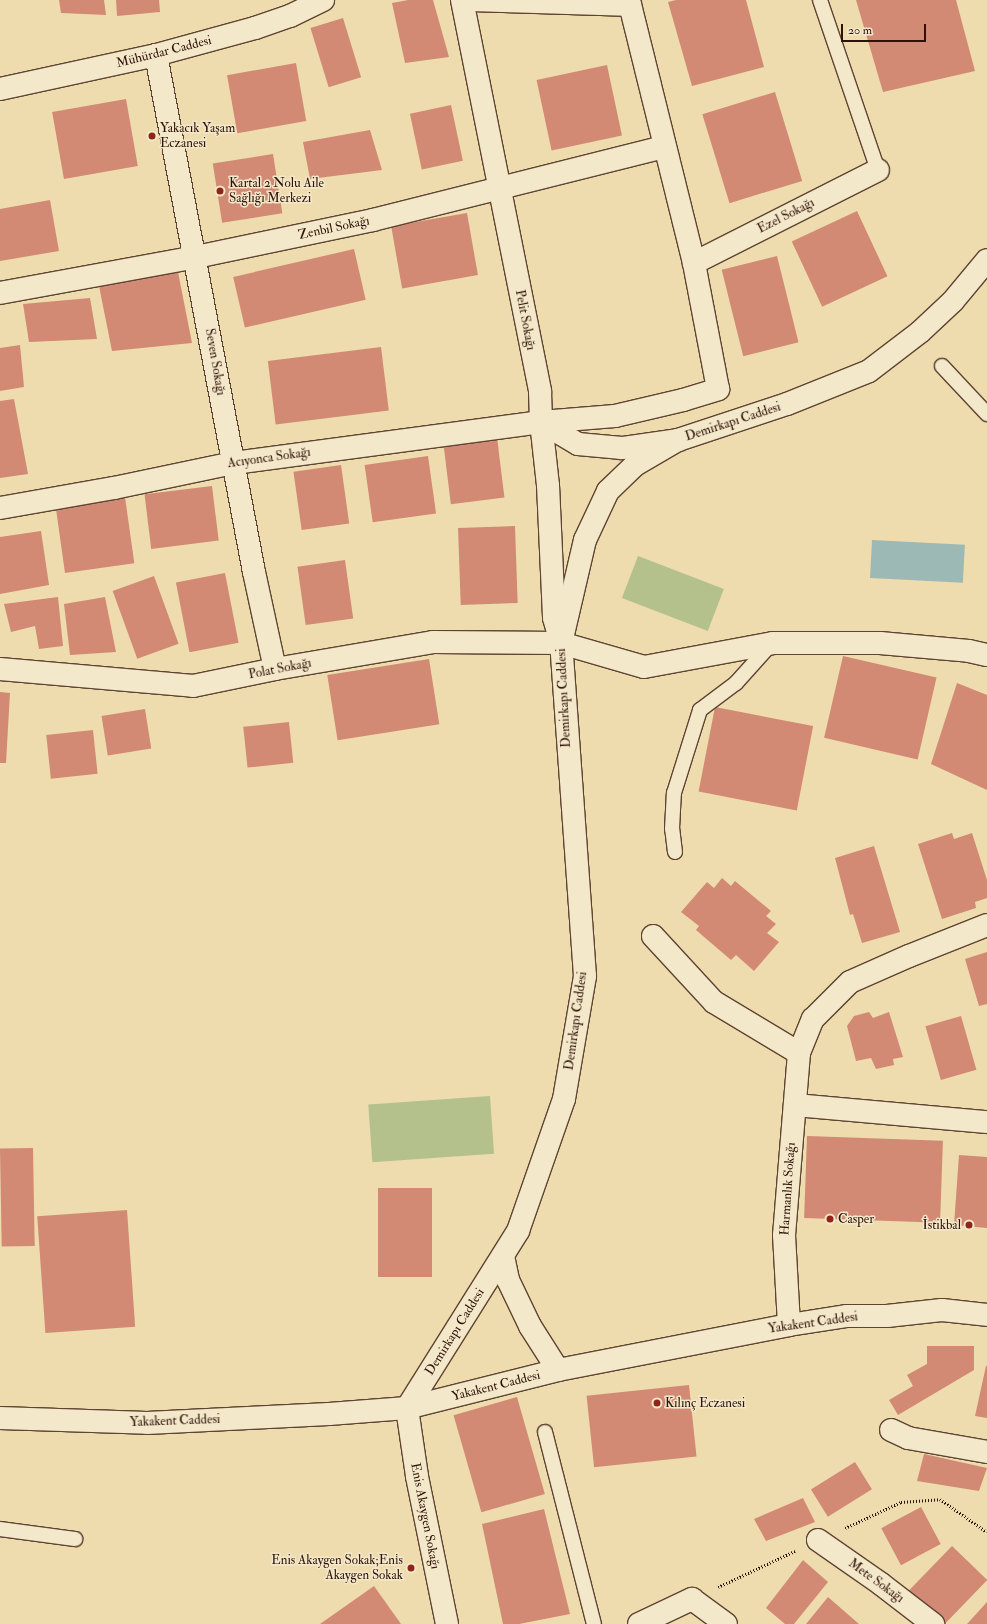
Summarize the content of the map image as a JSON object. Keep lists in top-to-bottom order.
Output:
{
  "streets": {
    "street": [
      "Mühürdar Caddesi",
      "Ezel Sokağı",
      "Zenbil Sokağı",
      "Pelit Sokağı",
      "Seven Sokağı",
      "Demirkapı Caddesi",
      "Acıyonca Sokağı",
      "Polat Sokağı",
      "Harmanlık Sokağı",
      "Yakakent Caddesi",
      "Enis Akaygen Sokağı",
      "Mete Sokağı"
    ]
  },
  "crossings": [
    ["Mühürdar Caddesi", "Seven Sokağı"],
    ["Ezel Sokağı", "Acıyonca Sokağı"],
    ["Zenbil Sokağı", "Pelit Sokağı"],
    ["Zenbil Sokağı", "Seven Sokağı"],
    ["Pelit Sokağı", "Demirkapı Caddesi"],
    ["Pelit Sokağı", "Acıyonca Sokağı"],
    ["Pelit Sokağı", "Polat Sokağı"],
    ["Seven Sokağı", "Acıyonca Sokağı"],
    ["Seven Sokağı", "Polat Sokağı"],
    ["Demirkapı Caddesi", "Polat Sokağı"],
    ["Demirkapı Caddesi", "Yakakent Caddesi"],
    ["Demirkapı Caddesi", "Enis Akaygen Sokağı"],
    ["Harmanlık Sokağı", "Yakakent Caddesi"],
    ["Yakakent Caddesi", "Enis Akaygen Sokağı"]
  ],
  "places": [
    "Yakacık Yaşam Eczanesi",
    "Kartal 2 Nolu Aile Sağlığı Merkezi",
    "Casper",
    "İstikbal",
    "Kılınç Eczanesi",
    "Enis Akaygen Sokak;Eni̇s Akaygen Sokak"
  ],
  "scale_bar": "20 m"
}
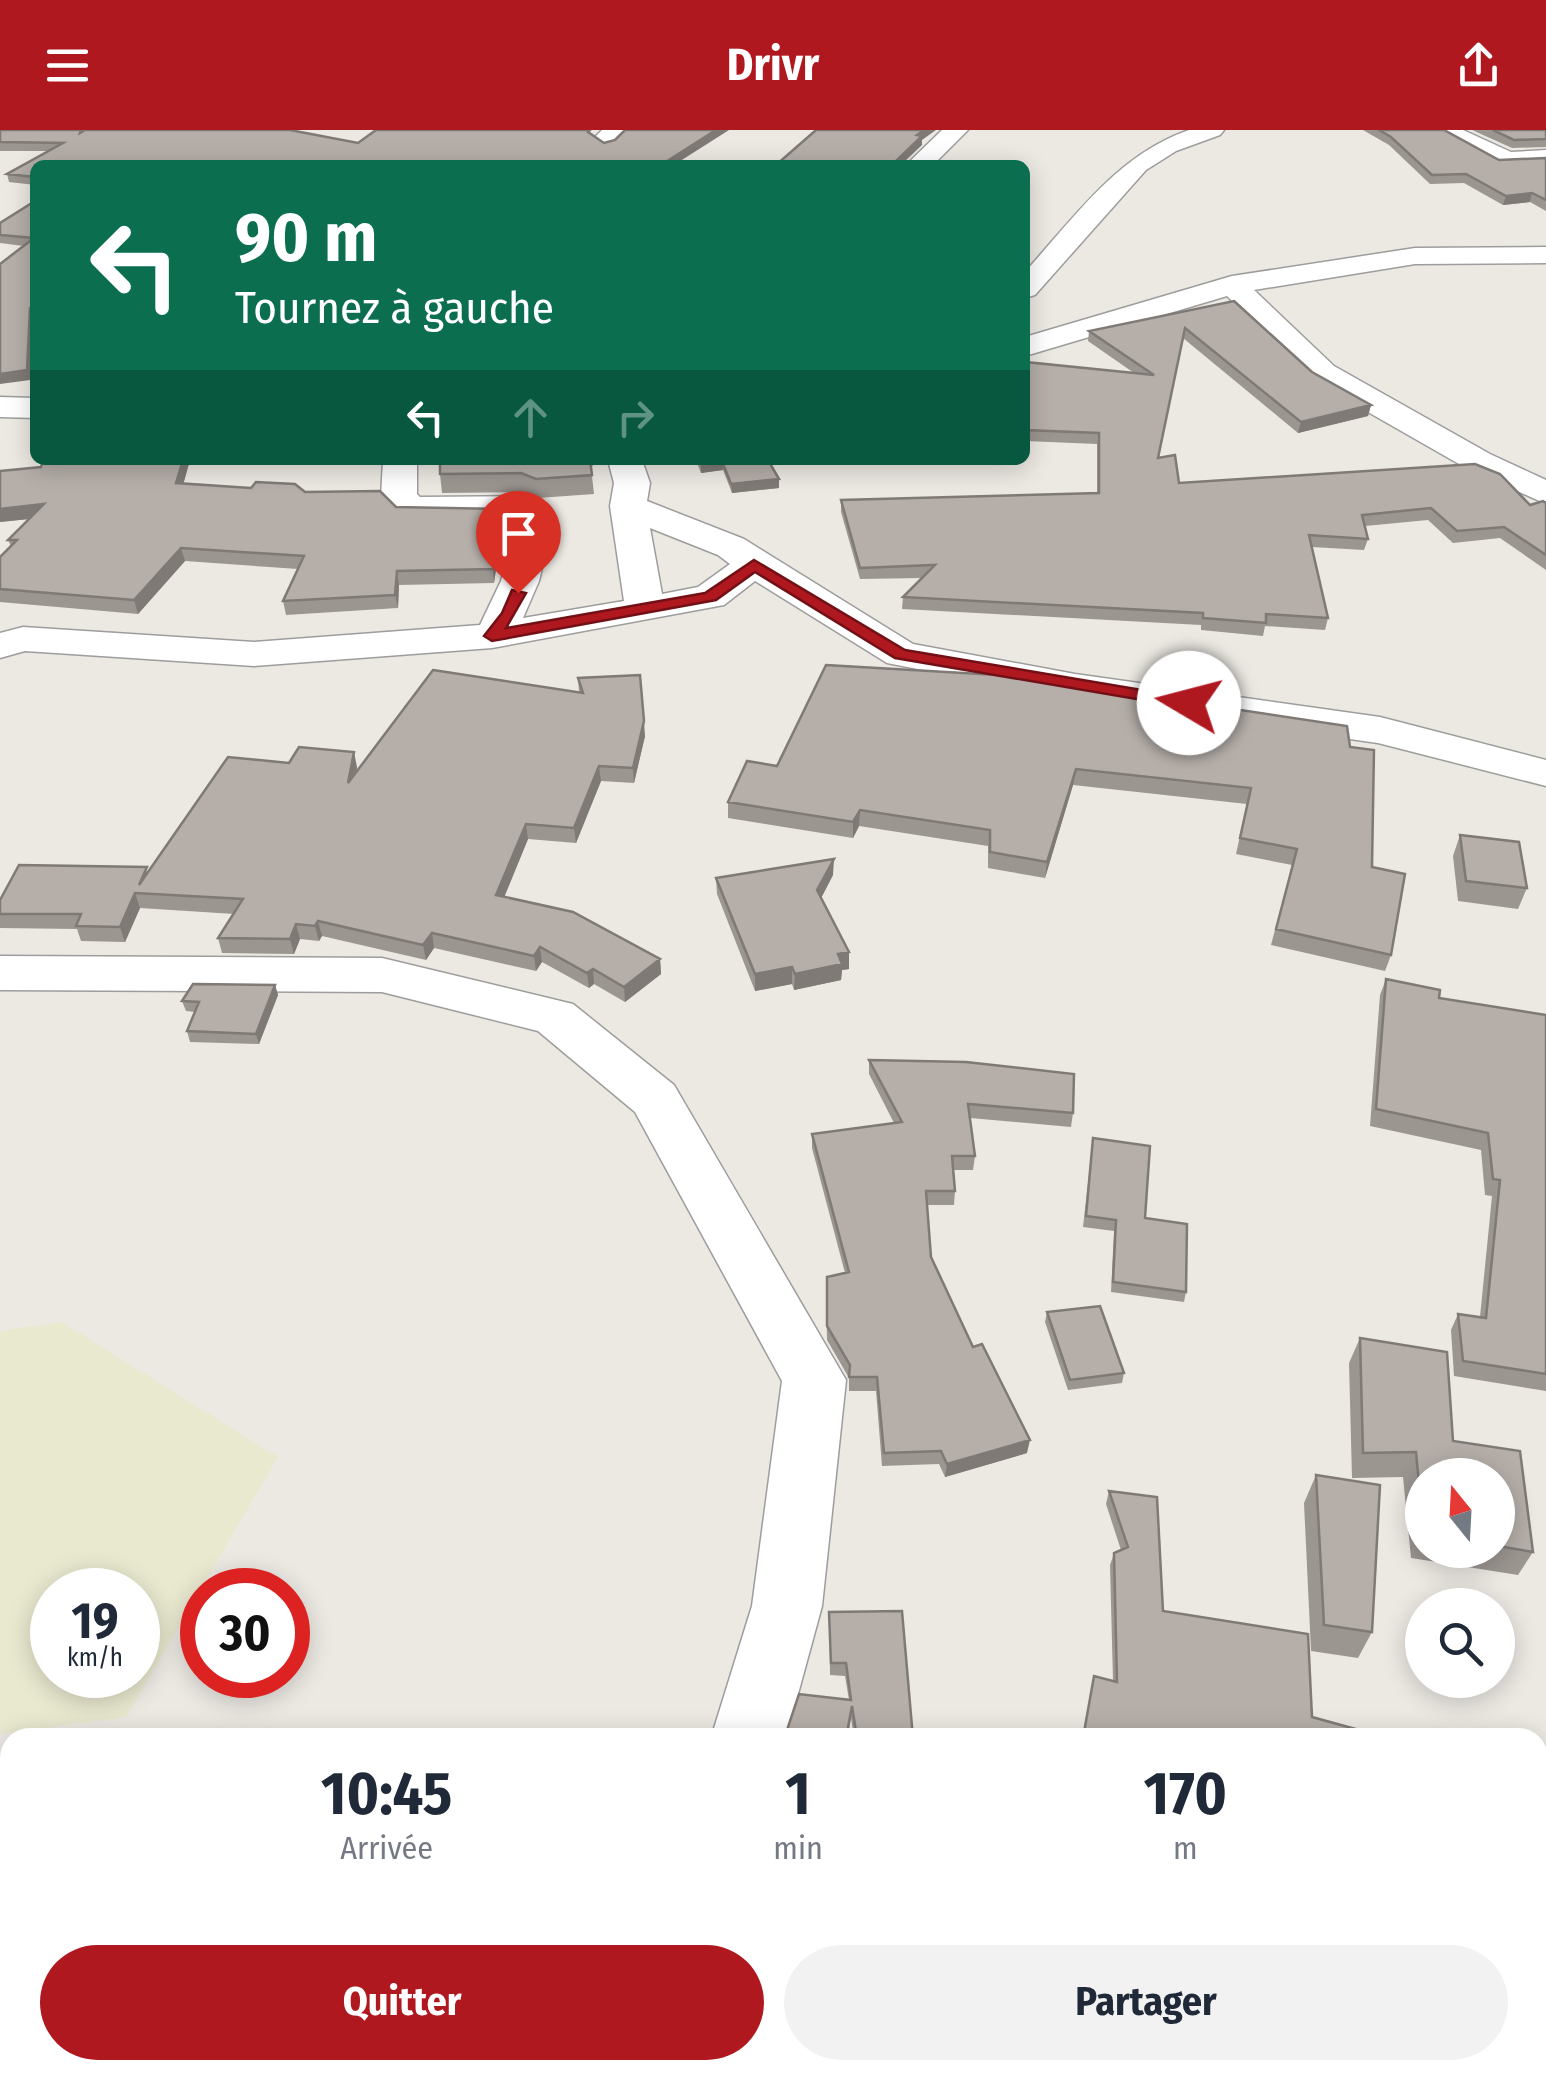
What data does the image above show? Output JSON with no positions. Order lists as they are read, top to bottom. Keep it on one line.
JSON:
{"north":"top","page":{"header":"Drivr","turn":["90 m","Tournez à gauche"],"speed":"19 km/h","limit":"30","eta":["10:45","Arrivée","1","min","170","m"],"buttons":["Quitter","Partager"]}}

TASK STATEMENT: Beginning with the first entry above, reproduce every line verbatim until the line with "What data does", which is included too; omit pictures.

EXERCISE RESULT:
Summarize the content of the map image as a JSON object. Keep lists in top-to-bottom order.
Output:
{
  "streets": {
    "street": [
      "Mühürdar Caddesi",
      "Ezel Sokağı",
      "Zenbil Sokağı",
      "Pelit Sokağı",
      "Seven Sokağı",
      "Demirkapı Caddesi",
      "Acıyonca Sokağı",
      "Polat Sokağı",
      "Harmanlık Sokağı",
      "Yakakent Caddesi",
      "Enis Akaygen Sokağı",
      "Mete Sokağı"
    ]
  },
  "crossings": [
    ["Mühürdar Caddesi", "Seven Sokağı"],
    ["Ezel Sokağı", "Acıyonca Sokağı"],
    ["Zenbil Sokağı", "Pelit Sokağı"],
    ["Zenbil Sokağı", "Seven Sokağı"],
    ["Pelit Sokağı", "Demirkapı Caddesi"],
    ["Pelit Sokağı", "Acıyonca Sokağı"],
    ["Pelit Sokağı", "Polat Sokağı"],
    ["Seven Sokağı", "Acıyonca Sokağı"],
    ["Seven Sokağı", "Polat Sokağı"],
    ["Demirkapı Caddesi", "Polat Sokağı"],
    ["Demirkapı Caddesi", "Yakakent Caddesi"],
    ["Demirkapı Caddesi", "Enis Akaygen Sokağı"],
    ["Harmanlık Sokağı", "Yakakent Caddesi"],
    ["Yakakent Caddesi", "Enis Akaygen Sokağı"]
  ],
  "places": [
    "Yakacık Yaşam Eczanesi",
    "Kartal 2 Nolu Aile Sağlığı Merkezi",
    "Casper",
    "İstikbal",
    "Kılınç Eczanesi",
    "Enis Akaygen Sokak;Eni̇s Akaygen Sokak"
  ],
  "scale_bar": "20 m"
}
What data does the image above show? Output JSON with no positions. Order lists as they are read, top to bottom. Keep it on one line.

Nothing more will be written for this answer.